Prawie 30 lat temu Susan Sarandon oraz Geena Davis stał się kultowym duetem dzięki małemu filmowi Thelma i Louise. Okrzyknięta kluczowym dziełem popkultury w historii feminizmu, Thelma i Louise wyprzedzała swoje czasy i była jednocześnie uniwersalna — i dlatego 29 lat później aktorki wciąż są świętowanie filmu i jego spuścizny.

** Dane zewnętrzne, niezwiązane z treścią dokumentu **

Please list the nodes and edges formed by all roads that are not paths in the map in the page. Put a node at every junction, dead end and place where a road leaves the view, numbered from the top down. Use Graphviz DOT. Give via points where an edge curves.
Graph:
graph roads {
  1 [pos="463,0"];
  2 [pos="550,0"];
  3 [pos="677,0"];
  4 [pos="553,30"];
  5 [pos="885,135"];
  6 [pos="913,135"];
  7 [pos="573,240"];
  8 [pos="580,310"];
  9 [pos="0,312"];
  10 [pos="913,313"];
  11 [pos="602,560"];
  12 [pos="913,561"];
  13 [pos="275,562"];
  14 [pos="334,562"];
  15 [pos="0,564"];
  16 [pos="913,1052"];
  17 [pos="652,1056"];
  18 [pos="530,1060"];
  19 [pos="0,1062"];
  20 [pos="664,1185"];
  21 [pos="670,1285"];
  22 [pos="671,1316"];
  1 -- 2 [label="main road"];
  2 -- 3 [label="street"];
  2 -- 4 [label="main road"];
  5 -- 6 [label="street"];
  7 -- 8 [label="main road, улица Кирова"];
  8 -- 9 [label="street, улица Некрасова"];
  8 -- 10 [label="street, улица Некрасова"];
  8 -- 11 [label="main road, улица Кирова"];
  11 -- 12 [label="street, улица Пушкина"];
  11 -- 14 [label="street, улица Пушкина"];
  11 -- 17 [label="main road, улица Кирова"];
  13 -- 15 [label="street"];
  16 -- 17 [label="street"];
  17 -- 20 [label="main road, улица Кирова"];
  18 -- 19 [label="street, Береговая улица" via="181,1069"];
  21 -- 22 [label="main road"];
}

To nie pierwszy raz, kiedy Sarandon i Davis spotkali się ponownie, by świętować film: połączyli nawet siły, aby uczcić 25. rocznicę filmu w 2016 roku. To tylko świadectwo trwałej spuścizny filmu. Odświeżacz: Thelma i Louise to także film, który przedstawił aktora o imieniu Brad Pitt. Może o nim słyszałeś?

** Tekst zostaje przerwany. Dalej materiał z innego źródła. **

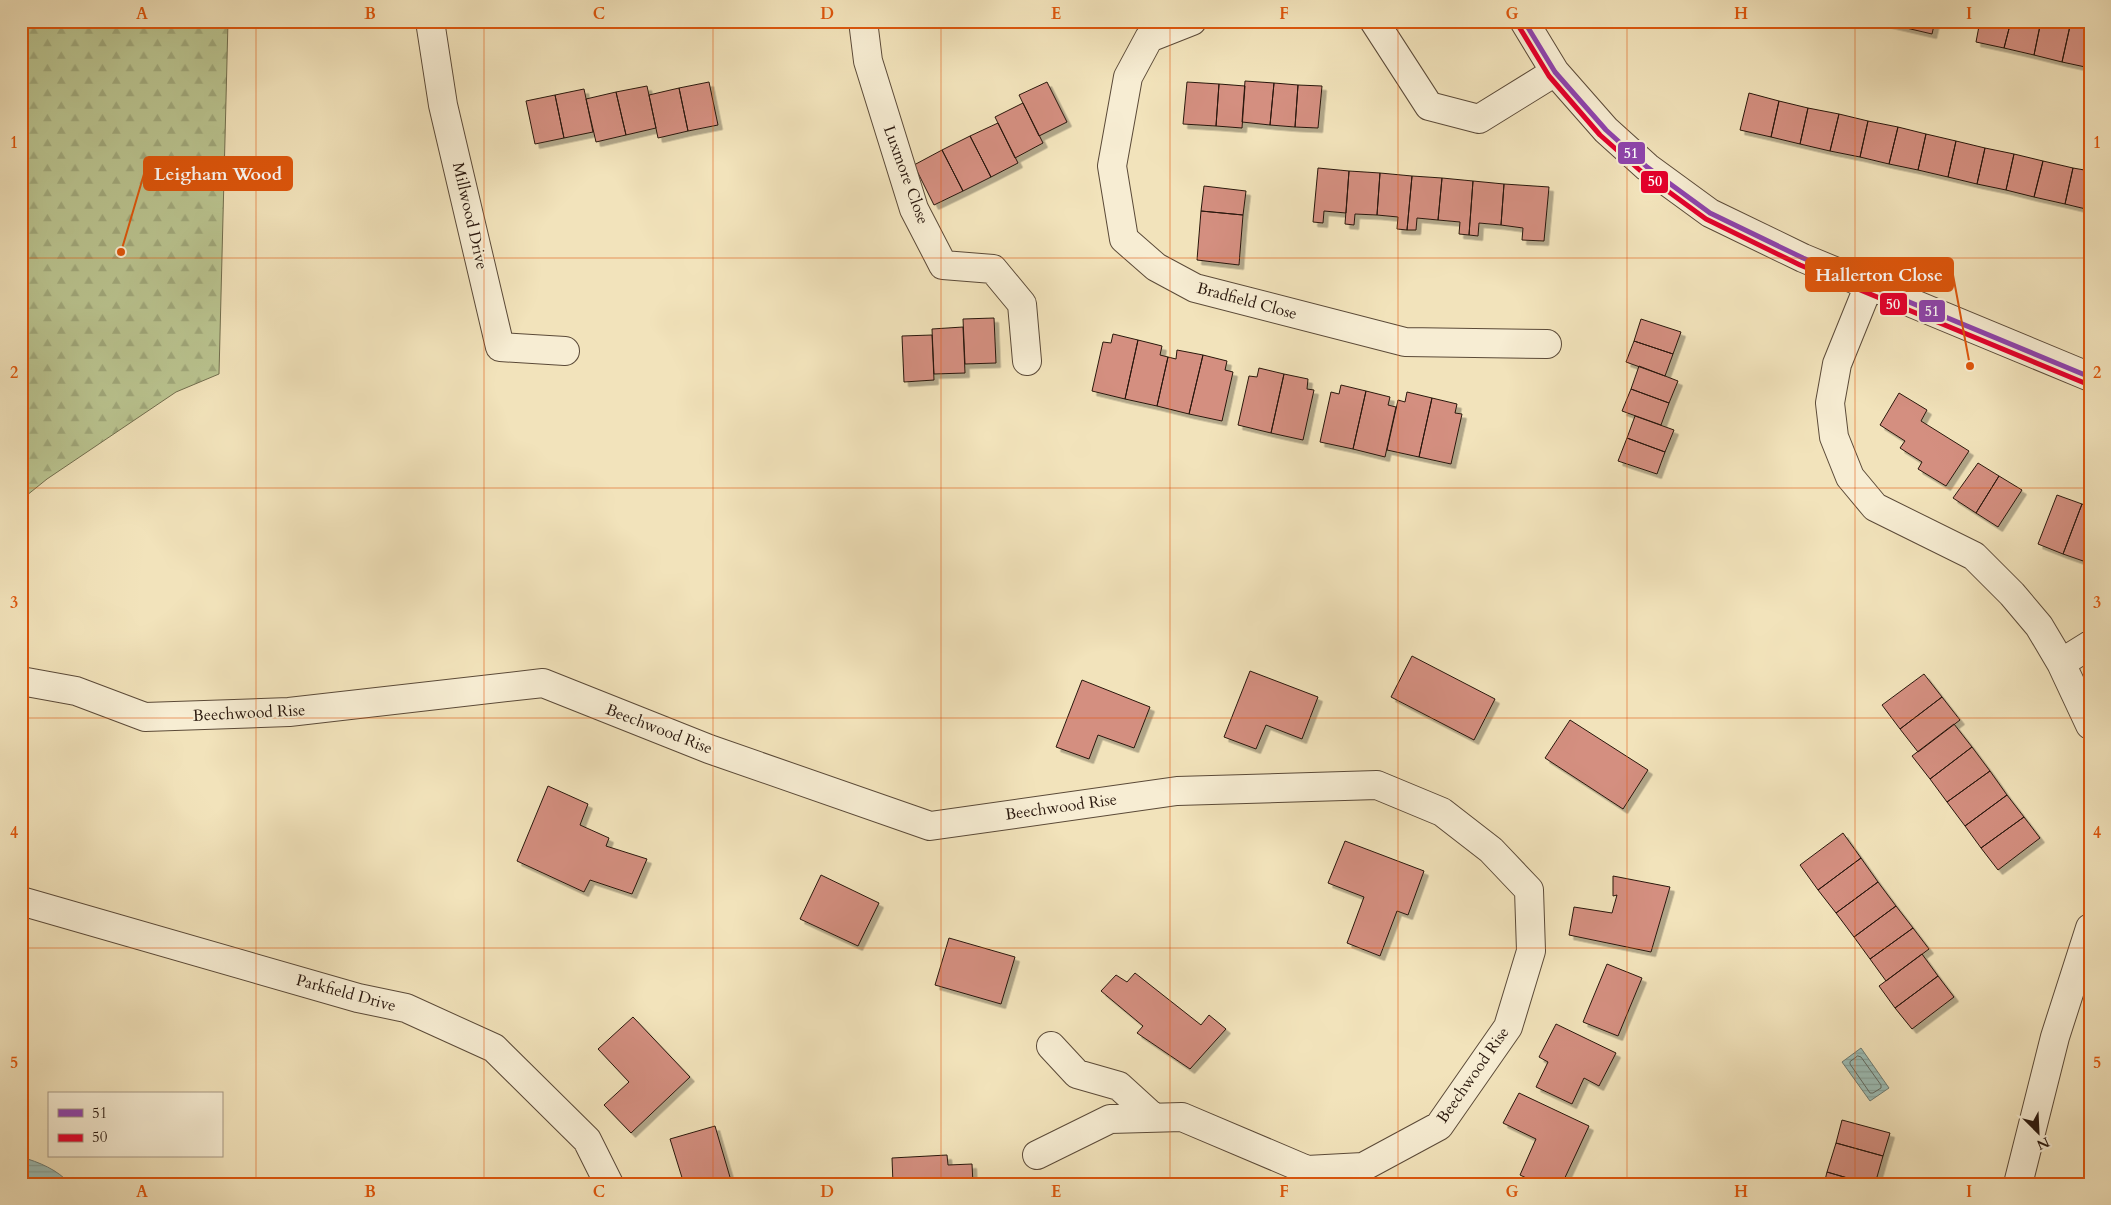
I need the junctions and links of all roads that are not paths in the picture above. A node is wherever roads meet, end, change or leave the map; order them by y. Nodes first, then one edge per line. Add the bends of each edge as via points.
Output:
1 (430, 21) edge
2 (863, 21) edge
3 (1192, 21) edge
4 (1374, 21) edge
5 (1524, 21) edge
6 (1555, 72) junction
7 (1869, 285) junction
8 (1547, 344) dead end
9 (565, 350) dead end
10 (1027, 361) dead end
11 (2090, 377) edge
12 (2090, 645) edge
13 (2061, 663) junction
14 (21, 681) edge
15 (2090, 725) edge
16 (21, 901) edge
17 (2090, 928) edge
18 (1051, 1046) dead end
19 (1153, 1117) junction
20 (1037, 1154) dead end
21 (609, 1184) edge
22 (2018, 1184) edge

1 - 9 street, Millwood Drive via 443,106 500,347
2 - 10 street, Luxmore Close via 868,61 914,208 943,265 993,269 1022,304
3 - 8 street, Bradfield Close via 1149,38 1128,77 1112,166 1124,239 1156,268 1196,288 1405,342
4 - 6 street via 1429,106 1479,119
5 - 6 street
6 - 7 street via 1606,130 1647,167 1710,213 1803,258
7 - 11 street
7 - 13 street via 1837,364 1830,403 1834,437 1850,477 1875,508 1974,556 2039,626
12 - 13 street
13 - 15 street
14 - 19 street, Beechwood Rise via 76,692 145,717 289,712 542,683 709,749 930,826 1177,791 1377,785 1442,812 1491,850 1528,890 1531,951 1508,1027 1439,1126 1362,1168 1307,1170 1182,1117
16 - 21 street, Parkfield Drive via 358,998 406,1008 494,1048 588,1140
17 - 22 street via 2056,1037
18 - 19 street via 1077,1074 1119,1086
19 - 20 street, Beechwood Rise via 1110,1119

Davis również ostatnio ponownie spotkał się z inną gwiazdą — mówimy oczywiście o Tom Hanks, która zagrała u boku aktorki w Własna liga. Hanks wręczyła Davis Nagrodę Humanitarną im. Jeana Hersholta za jej pracę na rzecz ustanowienia równości płci w przemyśle filmowym.
To słuszny zaszczyt: Davis i Sarandon zrobili ogromne wrażenie w Hollywood, kiedy zagrali w filmie Thelma i Louise: Udowodnili, że dwie aktorki były wystarczająco silne, by stać się nagłówkiem i zakotwiczyć w przeboju kinowym. Pomijając feministyczne motywy filmu, to samo w sobie sprawia, że jest to niesamowicie ważny kawałek historii Hollywood.

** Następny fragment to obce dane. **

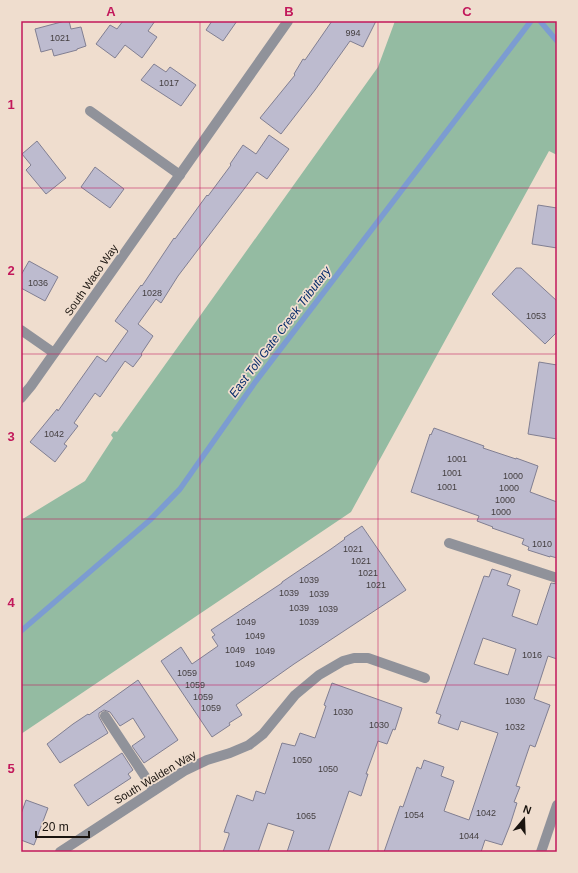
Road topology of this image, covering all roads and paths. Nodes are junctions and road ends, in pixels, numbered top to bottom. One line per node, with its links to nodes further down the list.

W jaki sposób Thelma i Louise poczekaj na remake? Cóż, to ostateczne zakończenie może ulec zmianie. W 2016 roku Sarandon powiedział Dzień dobry Ameryko o rozmowie z reżyserem Ridleyem Scottem. „Czy zamierzasz to zmienić i czy oboje będziemy w Club Med?” – zapytała Scotta.
„Powiedział:„ Wiem, że [Louise] na pewno umrze, nie jestem pewien co do [Thelmy]” – ujawnił Sarandon. „W końcu zasłużyliśmy sobie na prawo do obu stron. Powiedział: „Możesz ją wypchnąć w ostatniej chwili”.